Sultanahmet Korsanlığı



İstanbul’un en turistik yerlerinden biri ve 400 yıllık şaheser olan Sultanahmet Camisi’nin girişine, tarihsel dokuyu hiçe sayan bir engelli rampası konuldu. Anıtlar Kurulu’nun veya Vakıflar’ın rampadan haberi yok. Hürriyet Gazetesi'inden Sefa Kaplan'ın haberine göre İstanbul İl Kültür ve Turizm Müdürü Prof. Ahmet Emre Bilgili, ‘olay yeri’ne gidip metal özürlü rampasını gördükten sonra, “Evet burada belki böyle bir düzeneğe ihtiyaç var ama bu yapılan felaket bir şey” dedi ve ekledi:

“Böyle muhteşem bir mimariye bunu eklemeyi kim akıl etmiş olabilir doğrusu bilmiyorum. Tarihi eserlere böyle bir ilave yapılacağı zaman Anıtlar Kurulu’ndan izin almak gerekir. Ben araştırdım, maalesef böyle bir izin alınmamış. Anıtlar Kurulu, Sultanahmet Camii gibi bir tarihi eserin bütünlüğünü bozan ve güzelliğini örseleyen böyle bir projeye asla izin vermezdi.”

Alüminyumcudan

Mardin Artuklu Üniversitesi Mimarlık Fakültesi Dekanı Prof. Uğur Tanyeli ise şunları söyledi:

“Bu gibi çok önemli tarihsel yapılarda engelliler için tedbir alırken başka kamusal yapılarda olduğu kadar ‘özgür’ davranamayız.

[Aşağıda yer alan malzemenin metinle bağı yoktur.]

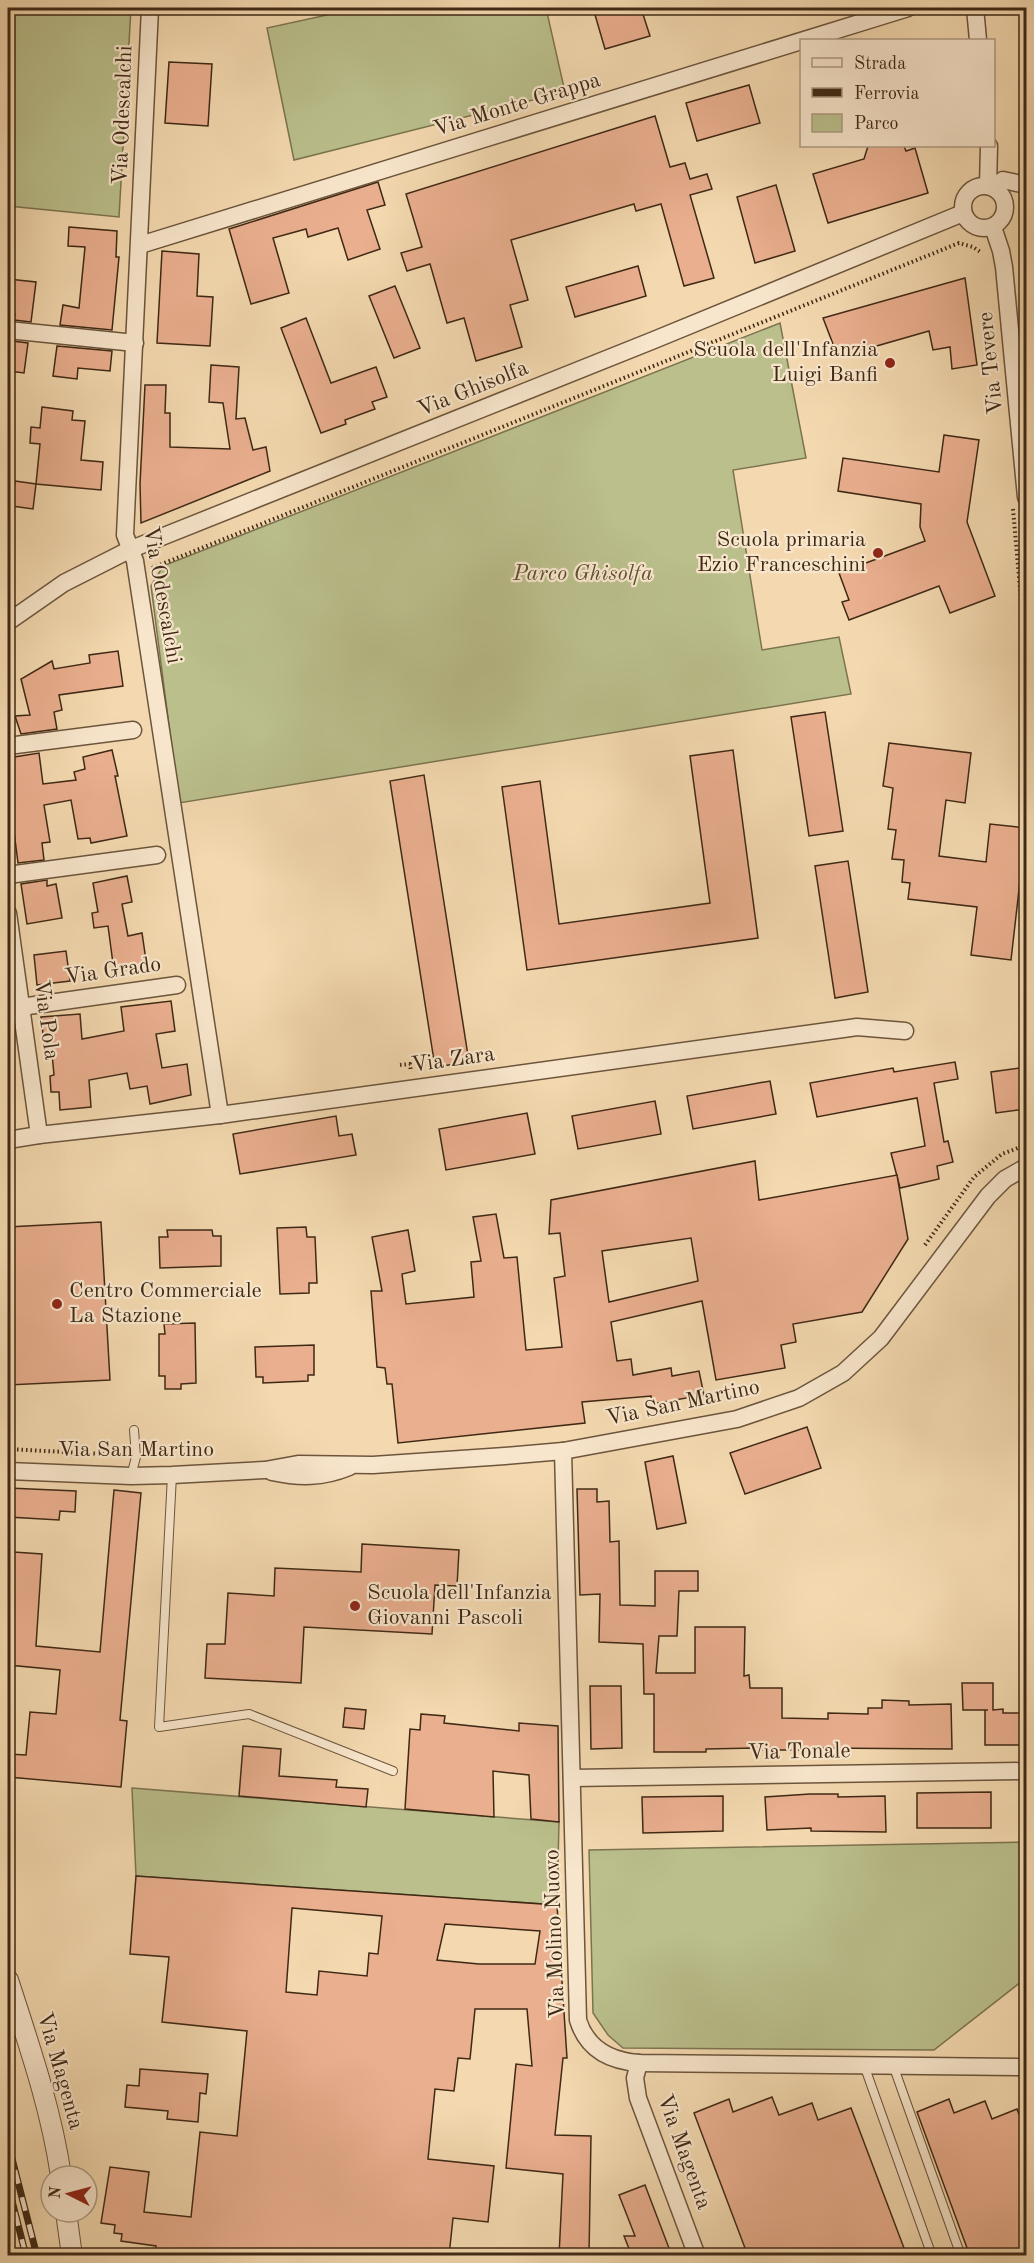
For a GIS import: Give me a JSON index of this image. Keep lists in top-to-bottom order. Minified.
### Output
{"streets":{"street":["Via Monte Grappa","Via Odescalchi","Via Tevere","Via Ghisolfa","Via Grado","Via Pola","Via Zara","Via San Martino","Via Tonale","Via Molino Nuovo","Via Magenta"]},"crossings":[["Via Monte Grappa","Via Odescalchi"],["Via Odescalchi","Via Ghisolfa"],["Via Odescalchi","Via Zara"],["Via Tevere","Via Ghisolfa"],["Via Grado","Via Pola"],["Via Pola","Via Zara"],["Via San Martino","Via Molino Nuovo"],["Via Tonale","Via Molino Nuovo"],["Via Molino Nuovo","Via Magenta"]],"parks":["Parco Ghisolfa"],"places":["Scuola dell'Infanzia Luigi Banfi","Scuola primaria Ezio Franceschini","Centro Commerciale La Stazione","Scuola dell'Infanzia Giovanni Pascoli"],"legend":["Strada","Ferrovia","Parco"],"north":"left"}
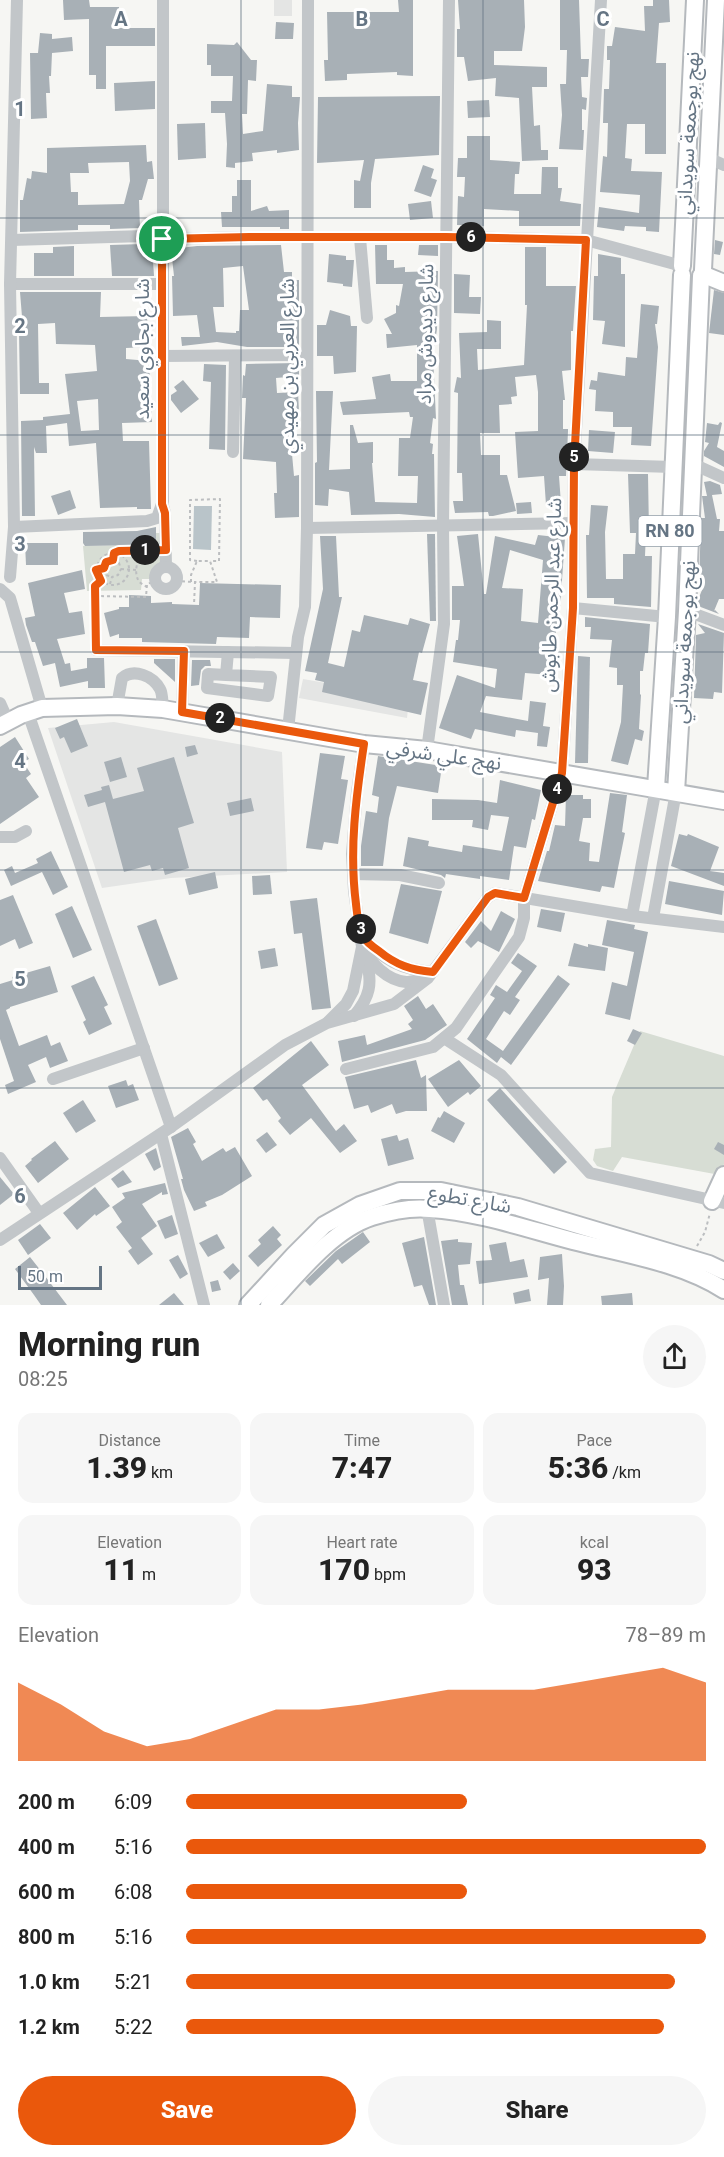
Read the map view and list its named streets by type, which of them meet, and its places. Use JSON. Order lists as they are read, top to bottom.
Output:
{
  "streets": {
    "main road": [
      "نهج بوجمعة سويداني",
      "RN 80",
      "نهج علي شرفي",
      "شارع تطوع"
    ],
    "street": [
      "شارع ديدوش مراد",
      "شارع بجاوي سعيد",
      "شارع العربي بن مهيدي",
      "شارع عبد الرحمن طابوش"
    ]
  },
  "crossings": [
    ["نهج بوجمعة سويداني", "نهج علي شرفي"],
    ["شارع ديدوش مراد", "نهج علي شرفي"],
    ["شارع العربي بن مهيدي", "نهج علي شرفي"],
    ["شارع عبد الرحمن طابوش", "نهج علي شرفي"]
  ],
  "scale_bar": "50 m",
  "page": {
    "pins": [
      "6",
      "5",
      "1",
      "2",
      "4",
      "3"
    ],
    "scale": "50 m",
    "heading": ["Morning run", "08:25"],
    "stats": [
      ["Distance", "1.39 km"],
      ["Time", "7:47"],
      ["Pace", "5:36 /km"],
      ["Elevation", "11 m"],
      ["Heart rate", "170 bpm"],
      ["kcal", "93"]
    ],
    "chart": ["Elevation", "78–89 m"],
    "list": [
      {
        "name": "200 m",
        "note": "6:09"
      },
      {
        "name": "400 m",
        "note": "5:16"
      },
      {
        "name": "600 m",
        "note": "6:08"
      },
      {
        "name": "800 m",
        "note": "5:16"
      },
      {
        "name": "1.0 km",
        "note": "5:21"
      },
      {
        "name": "1.2 km",
        "note": "5:22"
      }
    ],
    "buttons": ["Save", "Share"]
  },
  "grid": {
    "columns": ["A", "B", "C"],
    "rows": [
      "1",
      "2",
      "3",
      "4",
      "5",
      "6"
    ]
  }
}
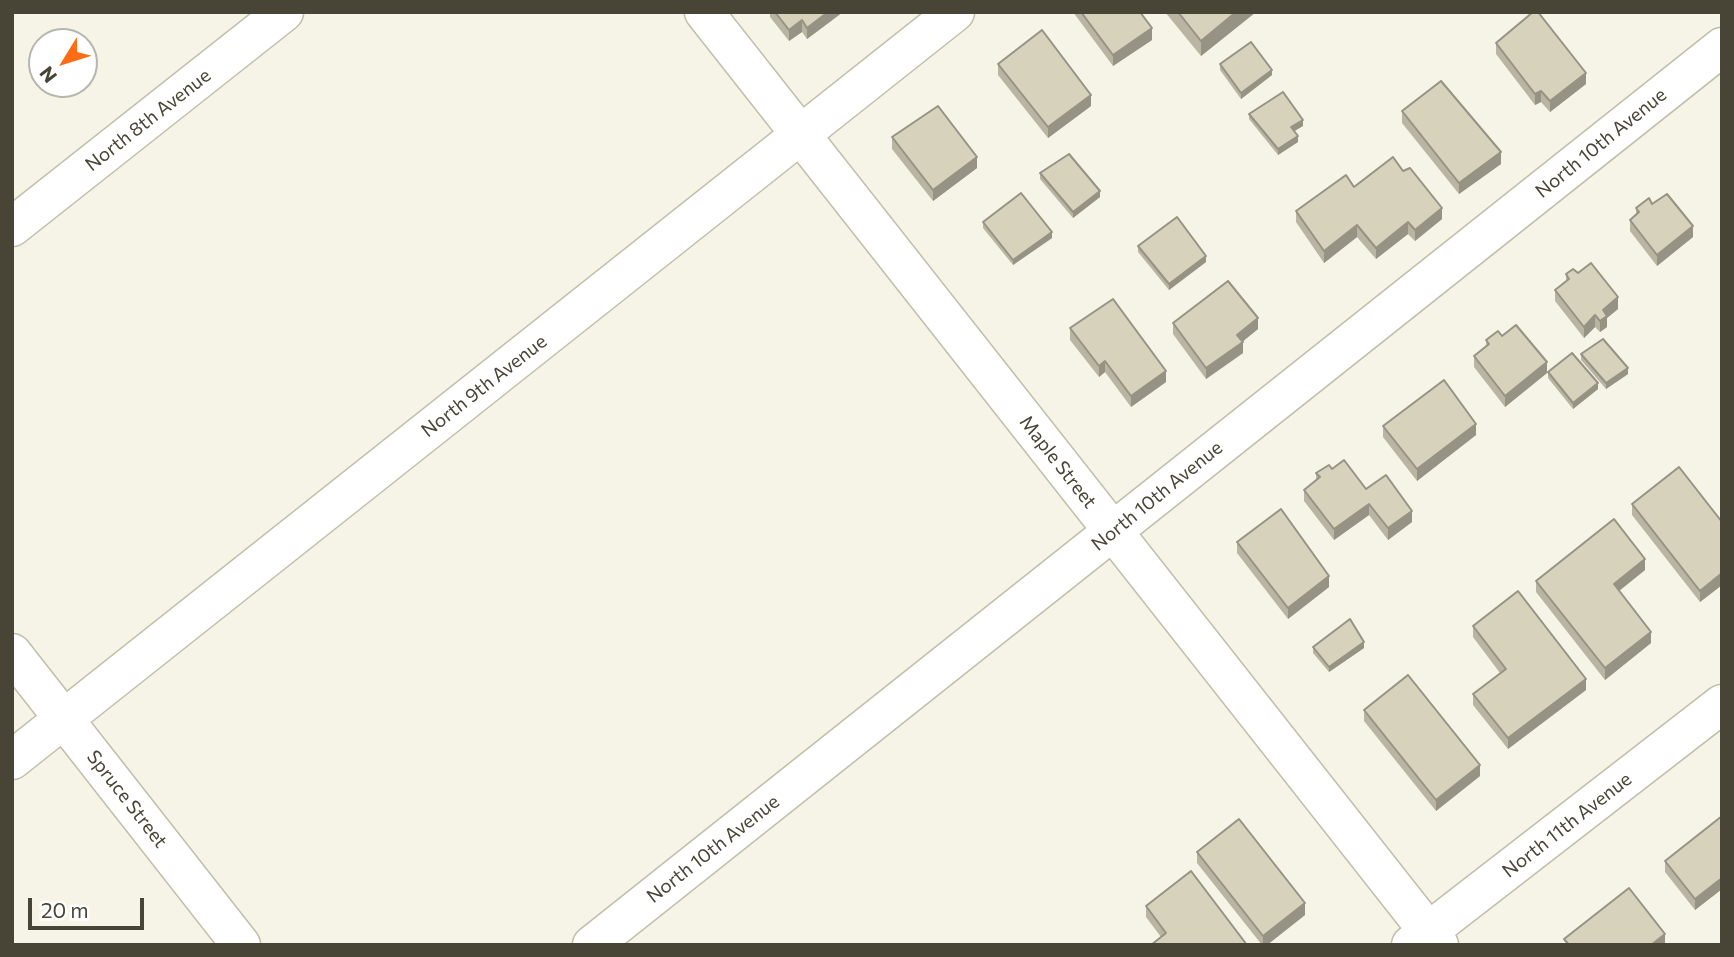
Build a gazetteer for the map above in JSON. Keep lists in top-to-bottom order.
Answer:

Öncelikle yapmak istediğimiz katkının mimari kalitesiyle ilgilenmemiz gerekir. Dört yüzyıllık bir anıta herhangi bir soğuk demirciyle alüminyumcunun elinden çıkma bir rampa eklenemez. En azından bu işin ciddi bir mimari tasarım işi olduğunu fark etmek zorundayız. Tarihsel anıtın mimari düzeyi ona yapılacak yeni eklemenin de yüksek olmasını gerektirir. Ayrıca, sadece bu tarihsel cami değil, engelliler de bu sefil metal rampadan daha iyisini hak ediyordur herhalde.”

Bu manzara kaygı verici

Arkeolog, Arkeoloji ve Sanat Dergisi editörü Nezih Başgelen de Sultanahmet’teki korsan rampa için şunları söyledi: Sultanahmet Camii İstanbul’un simge anıtlarından birisi olması yanı sıra  Osmanlı mimarlığının da çok değerli yapılarının başında gelen bir şaheserdir. Buraya yapılacak her türlü müdahalenin çok iyi düşünülüp, defalarca irdelenip bu özgün yapıya has çözümler geliştirilerek uygulanması gerekmektedir. Günümüz kamusal hizmet yapılarına, okullarına ya da benzeri binalara uygulanan bir sistemin, göz bebeğimiz gibi bu denli titizlikle korunması gereken benzersiz bir ata yadigarına alelacele uygulanmasını çok yadırgadım. Bu mutlaka bir zorunluluksa bile çok daha şık ve uygun bir çözüm geliştirilebilinirdi. Sultanahmet gibi benzersiz bir eserimize de böyle bir hassasiyet ve özen gösterilmesi yakışırdı diye düşünüyorum. Şimdiki manzara kaygı verici.”